* Work to be completed: Among these entries, how many lines have the string "Sport" in them? Only the number is needed.

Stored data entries
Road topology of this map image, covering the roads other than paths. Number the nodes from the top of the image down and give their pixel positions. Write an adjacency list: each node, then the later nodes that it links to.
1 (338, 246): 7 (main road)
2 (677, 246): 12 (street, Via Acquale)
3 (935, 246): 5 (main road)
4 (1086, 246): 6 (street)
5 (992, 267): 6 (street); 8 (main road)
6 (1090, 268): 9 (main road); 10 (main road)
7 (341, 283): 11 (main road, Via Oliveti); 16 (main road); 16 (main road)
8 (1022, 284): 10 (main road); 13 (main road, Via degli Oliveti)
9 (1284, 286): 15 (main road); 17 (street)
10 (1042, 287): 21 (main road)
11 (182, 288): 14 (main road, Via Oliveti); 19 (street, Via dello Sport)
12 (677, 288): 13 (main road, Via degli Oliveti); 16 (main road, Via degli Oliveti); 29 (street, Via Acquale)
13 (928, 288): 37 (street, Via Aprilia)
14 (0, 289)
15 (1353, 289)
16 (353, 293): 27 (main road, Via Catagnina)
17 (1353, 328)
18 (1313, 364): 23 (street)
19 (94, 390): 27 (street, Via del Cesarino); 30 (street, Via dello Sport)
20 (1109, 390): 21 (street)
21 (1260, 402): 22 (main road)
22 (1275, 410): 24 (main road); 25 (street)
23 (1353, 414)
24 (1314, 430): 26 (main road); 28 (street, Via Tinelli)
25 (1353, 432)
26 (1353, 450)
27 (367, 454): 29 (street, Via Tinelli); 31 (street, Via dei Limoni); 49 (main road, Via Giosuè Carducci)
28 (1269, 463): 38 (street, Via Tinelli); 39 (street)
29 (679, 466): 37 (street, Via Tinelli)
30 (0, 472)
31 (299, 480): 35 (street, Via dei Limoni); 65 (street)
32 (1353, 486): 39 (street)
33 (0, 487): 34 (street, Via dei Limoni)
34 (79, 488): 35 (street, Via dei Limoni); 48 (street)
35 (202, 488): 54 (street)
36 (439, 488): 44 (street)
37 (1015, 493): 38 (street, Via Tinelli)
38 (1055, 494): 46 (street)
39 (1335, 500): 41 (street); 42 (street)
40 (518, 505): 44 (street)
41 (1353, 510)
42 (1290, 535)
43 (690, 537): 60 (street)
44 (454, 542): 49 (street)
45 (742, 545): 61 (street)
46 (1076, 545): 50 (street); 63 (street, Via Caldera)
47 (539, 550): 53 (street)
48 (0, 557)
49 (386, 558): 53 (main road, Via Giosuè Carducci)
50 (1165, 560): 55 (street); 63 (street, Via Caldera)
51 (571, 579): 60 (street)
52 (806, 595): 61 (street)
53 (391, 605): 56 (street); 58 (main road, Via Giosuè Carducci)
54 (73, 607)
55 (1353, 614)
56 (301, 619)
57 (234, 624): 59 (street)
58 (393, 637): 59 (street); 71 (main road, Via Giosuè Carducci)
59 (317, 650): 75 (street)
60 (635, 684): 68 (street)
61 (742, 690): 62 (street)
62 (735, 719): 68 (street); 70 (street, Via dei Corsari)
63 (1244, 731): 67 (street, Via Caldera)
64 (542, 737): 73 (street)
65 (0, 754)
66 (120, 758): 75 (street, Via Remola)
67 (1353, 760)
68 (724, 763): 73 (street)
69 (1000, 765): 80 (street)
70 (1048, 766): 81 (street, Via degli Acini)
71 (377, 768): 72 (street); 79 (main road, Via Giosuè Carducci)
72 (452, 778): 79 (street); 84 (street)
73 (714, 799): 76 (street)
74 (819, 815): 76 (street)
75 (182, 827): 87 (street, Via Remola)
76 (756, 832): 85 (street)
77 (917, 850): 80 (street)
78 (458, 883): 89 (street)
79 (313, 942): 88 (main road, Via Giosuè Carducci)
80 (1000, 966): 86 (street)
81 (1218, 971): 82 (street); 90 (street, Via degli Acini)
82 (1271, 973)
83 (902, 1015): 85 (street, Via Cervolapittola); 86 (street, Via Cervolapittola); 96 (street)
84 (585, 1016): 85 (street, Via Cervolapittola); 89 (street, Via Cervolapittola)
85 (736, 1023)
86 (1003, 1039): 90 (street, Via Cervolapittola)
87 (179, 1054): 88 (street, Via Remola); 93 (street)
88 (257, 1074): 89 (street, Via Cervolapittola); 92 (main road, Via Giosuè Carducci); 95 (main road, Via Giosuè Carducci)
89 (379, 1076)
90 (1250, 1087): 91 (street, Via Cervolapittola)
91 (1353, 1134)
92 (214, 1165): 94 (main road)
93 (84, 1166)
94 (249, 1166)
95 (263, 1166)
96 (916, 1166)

* Result of the task: 2